What the task requires ->
Set down each entry exactly; omit images.

Information supplied ->
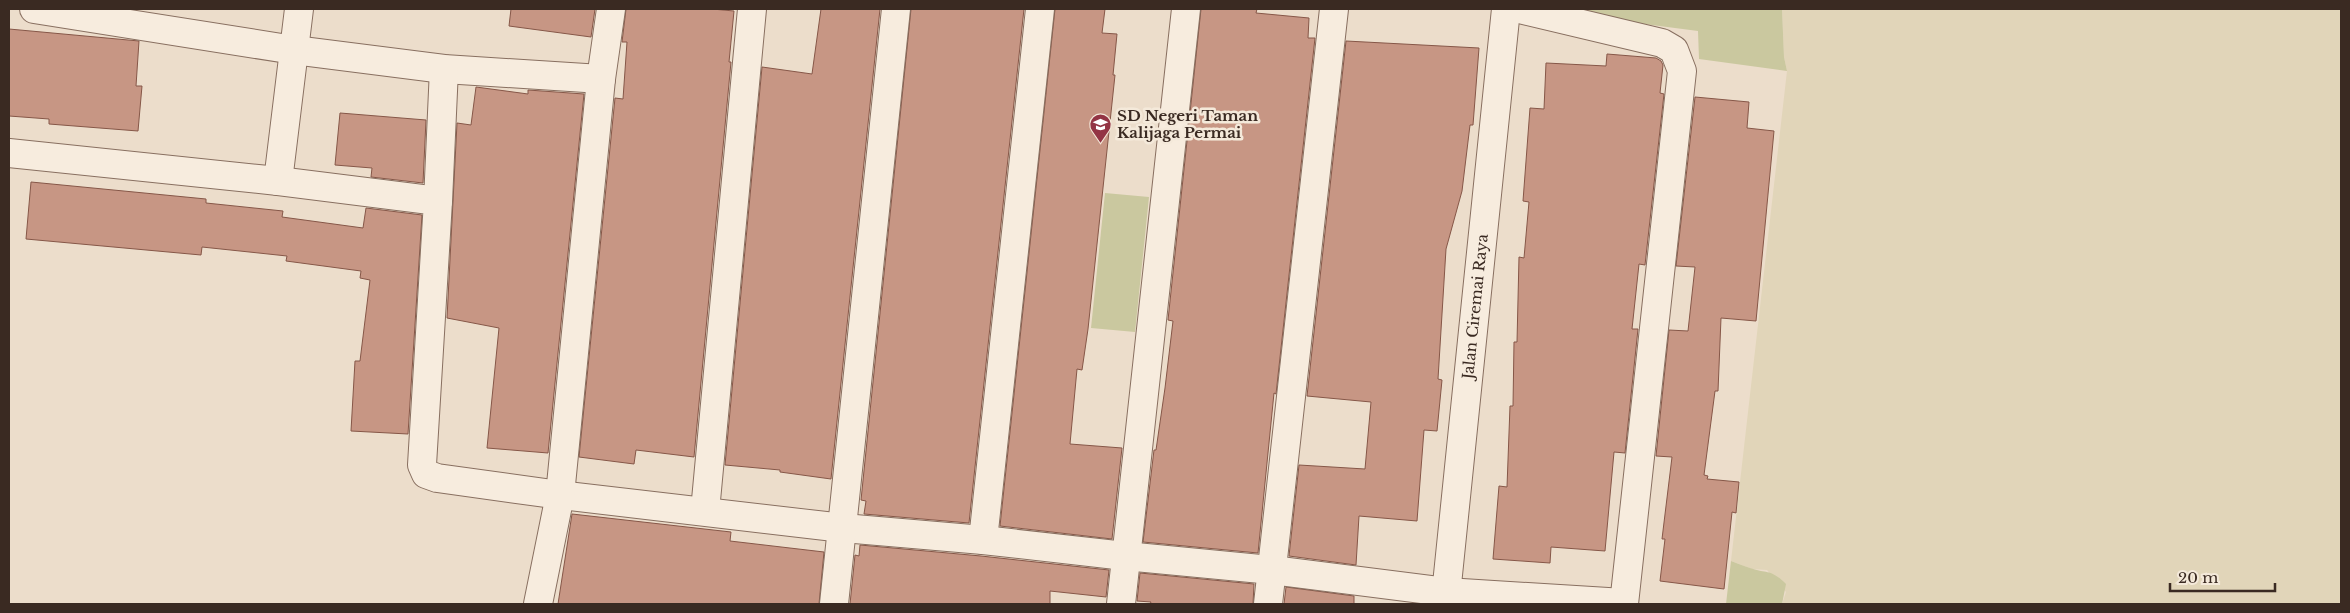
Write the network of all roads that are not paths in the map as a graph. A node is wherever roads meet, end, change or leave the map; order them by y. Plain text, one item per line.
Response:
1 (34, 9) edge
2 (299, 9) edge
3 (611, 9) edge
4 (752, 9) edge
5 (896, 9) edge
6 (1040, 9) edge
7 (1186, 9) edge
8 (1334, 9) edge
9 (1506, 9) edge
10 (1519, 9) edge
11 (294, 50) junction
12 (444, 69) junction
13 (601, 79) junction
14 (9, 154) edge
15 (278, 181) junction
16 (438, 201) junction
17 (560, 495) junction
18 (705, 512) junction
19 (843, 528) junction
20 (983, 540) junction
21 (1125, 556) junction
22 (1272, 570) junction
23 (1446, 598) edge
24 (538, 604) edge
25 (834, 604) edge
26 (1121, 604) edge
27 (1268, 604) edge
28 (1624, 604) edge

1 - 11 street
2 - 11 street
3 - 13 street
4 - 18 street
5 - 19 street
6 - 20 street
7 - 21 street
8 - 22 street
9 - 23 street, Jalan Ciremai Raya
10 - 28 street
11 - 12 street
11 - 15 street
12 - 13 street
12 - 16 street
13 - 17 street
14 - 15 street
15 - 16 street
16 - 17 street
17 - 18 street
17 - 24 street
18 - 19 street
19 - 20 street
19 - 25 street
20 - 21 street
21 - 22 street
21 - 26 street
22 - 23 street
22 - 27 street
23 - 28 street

Written answer ->
Write the network of all roads that are not paths in the map as a graph. A node is wherever roads meet, end, change or leave the map; order them by y. Plain text, one item per line.
Response:
1 (34, 9) edge
2 (299, 9) edge
3 (611, 9) edge
4 (752, 9) edge
5 (896, 9) edge
6 (1040, 9) edge
7 (1186, 9) edge
8 (1334, 9) edge
9 (1506, 9) edge
10 (1519, 9) edge
11 (294, 50) junction
12 (444, 69) junction
13 (601, 79) junction
14 (9, 154) edge
15 (278, 181) junction
16 (438, 201) junction
17 (560, 495) junction
18 (705, 512) junction
19 (843, 528) junction
20 (983, 540) junction
21 (1125, 556) junction
22 (1272, 570) junction
23 (1446, 598) edge
24 (538, 604) edge
25 (834, 604) edge
26 (1121, 604) edge
27 (1268, 604) edge
28 (1624, 604) edge

1 - 11 street
2 - 11 street
3 - 13 street
4 - 18 street
5 - 19 street
6 - 20 street
7 - 21 street
8 - 22 street
9 - 23 street, Jalan Ciremai Raya
10 - 28 street
11 - 12 street
11 - 15 street
12 - 13 street
12 - 16 street
13 - 17 street
14 - 15 street
15 - 16 street
16 - 17 street
17 - 18 street
17 - 24 street
18 - 19 street
19 - 20 street
19 - 25 street
20 - 21 street
21 - 22 street
21 - 26 street
22 - 23 street
22 - 27 street
23 - 28 street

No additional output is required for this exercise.